Inconsistency Biases in Dynamic Data Pruning¶

Conference: ICLR 2026
OpenReview: https://openreview.net/forum?id=Zw1Uw7u6Su
Code: https://github.com/mrazhou/RePB
Area: Efficient Training / Dynamic Data Pruning
Keywords: Dynamic Data Pruning, Score Context Drift, Temporal Gradient Bias, Local Window Pruning, Cumulative Temporal Reweighting

TL;DR¶

This paper identifies that dynamic data pruning is hindered by two types of "inconsistency biases": Score Context Drift, caused by comparing importance scores across different model states, and Temporal Gradient Bias, resulting from non-uniform sampling across epochs. The proposed RePB framework (Local Window Pruning + Uniform Resampling + Cumulative Temporal Reweighting) structurally eliminates these biases, achieving or exceeding full training accuracy with an approximately 30% pruning rate across 16 datasets, 17 models, and 13 tasks.

Background & Motivation¶

Background: Dynamic data pruning (e.g., InfoBatch) accelerates training by discarding "low-information" samples in real-time. Unlike static pruning selected once before training, dynamic pruning adaptively adjusts the training subset as the model evolves, offering theoretically higher efficiency.

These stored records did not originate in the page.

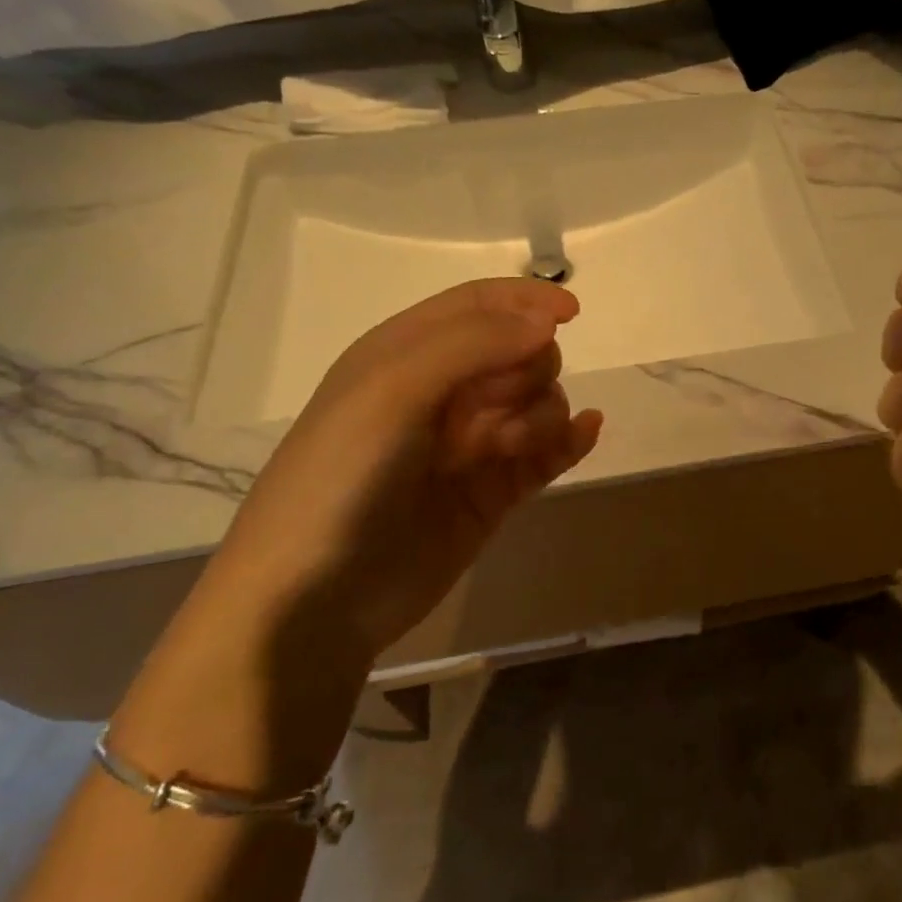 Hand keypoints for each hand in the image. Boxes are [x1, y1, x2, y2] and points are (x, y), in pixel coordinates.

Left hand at [206, 278, 601, 650]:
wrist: (316, 600)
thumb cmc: (342, 478)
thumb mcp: (391, 392)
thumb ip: (472, 345)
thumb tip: (548, 322)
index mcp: (406, 353)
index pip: (478, 305)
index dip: (526, 301)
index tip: (573, 313)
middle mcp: (441, 392)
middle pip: (518, 353)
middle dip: (526, 371)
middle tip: (496, 410)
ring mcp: (470, 445)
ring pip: (537, 402)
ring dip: (540, 415)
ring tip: (508, 449)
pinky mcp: (491, 492)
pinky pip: (547, 453)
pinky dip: (569, 440)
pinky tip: (585, 434) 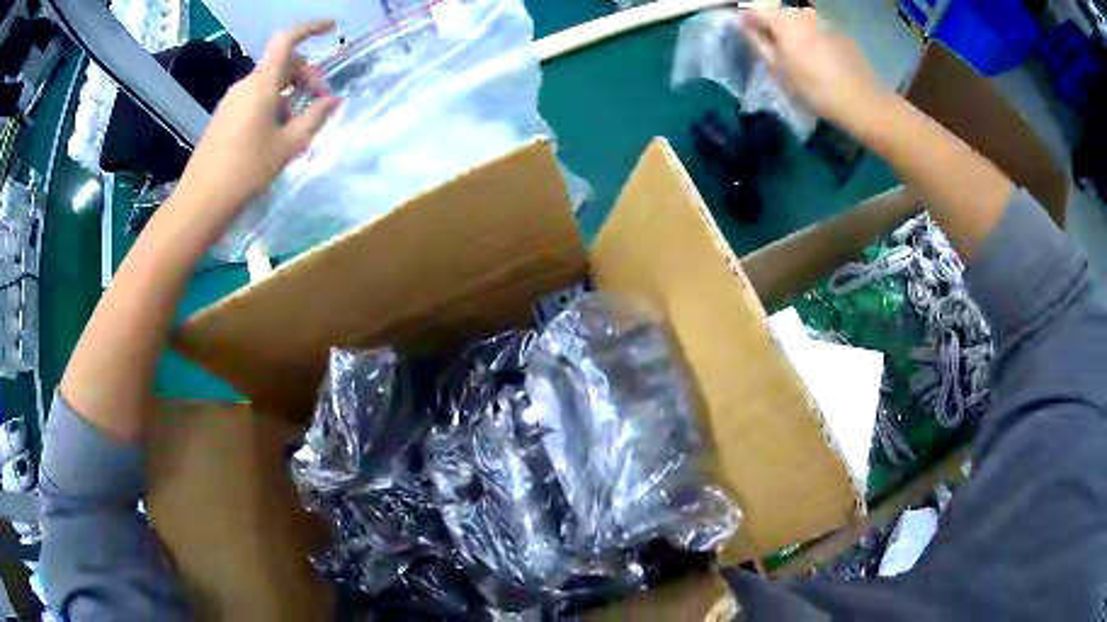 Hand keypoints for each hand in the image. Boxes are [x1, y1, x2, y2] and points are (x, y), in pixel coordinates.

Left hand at [176, 20, 342, 220]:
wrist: (200, 202)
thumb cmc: (245, 171)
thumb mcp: (287, 146)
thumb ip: (314, 118)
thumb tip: (335, 100)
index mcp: (261, 84)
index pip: (287, 40)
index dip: (310, 28)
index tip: (331, 28)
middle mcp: (245, 85)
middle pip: (282, 64)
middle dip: (306, 75)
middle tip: (320, 103)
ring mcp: (231, 102)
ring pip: (268, 83)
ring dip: (289, 94)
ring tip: (298, 126)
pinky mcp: (224, 118)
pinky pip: (254, 99)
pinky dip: (272, 105)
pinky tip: (276, 134)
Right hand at [741, 9, 887, 127]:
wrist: (860, 101)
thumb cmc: (813, 89)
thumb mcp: (778, 70)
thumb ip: (757, 43)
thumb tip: (743, 26)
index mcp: (782, 21)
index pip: (754, 11)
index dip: (746, 20)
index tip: (744, 31)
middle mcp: (801, 13)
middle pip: (777, 11)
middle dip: (769, 21)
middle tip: (768, 40)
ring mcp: (822, 20)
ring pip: (798, 17)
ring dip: (790, 27)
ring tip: (793, 47)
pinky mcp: (839, 30)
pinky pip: (816, 26)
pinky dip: (810, 34)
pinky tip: (816, 53)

Limitations of Prior Work: This work identifies two inherent consistency issues in dynamic pruning: (1) Score Context Drift: Importance scores (loss, gradient norms, etc.) are calculated using the "current model state," but model parameters drift continuously. Comparing scores calculated under asynchronous states and different parameters lacks statistical comparability, leading to unreliable pruning decisions; (2) Temporal Gradient Bias: Repeatedly selecting non-uniform subsets per epoch causes the effective sampling distribution to shift relative to standard uniform sampling, distorting the expected cumulative gradient trajectory and potentially harming convergence or pushing the model toward sub-optimal points.

Key Challenge: Dynamic pruning seeks the flexibility of "evolving with the model," but this flexibility creates the fundamental obstacles of "incomparable scores" and "biased gradients"—the more dynamic the process, the greater the bias.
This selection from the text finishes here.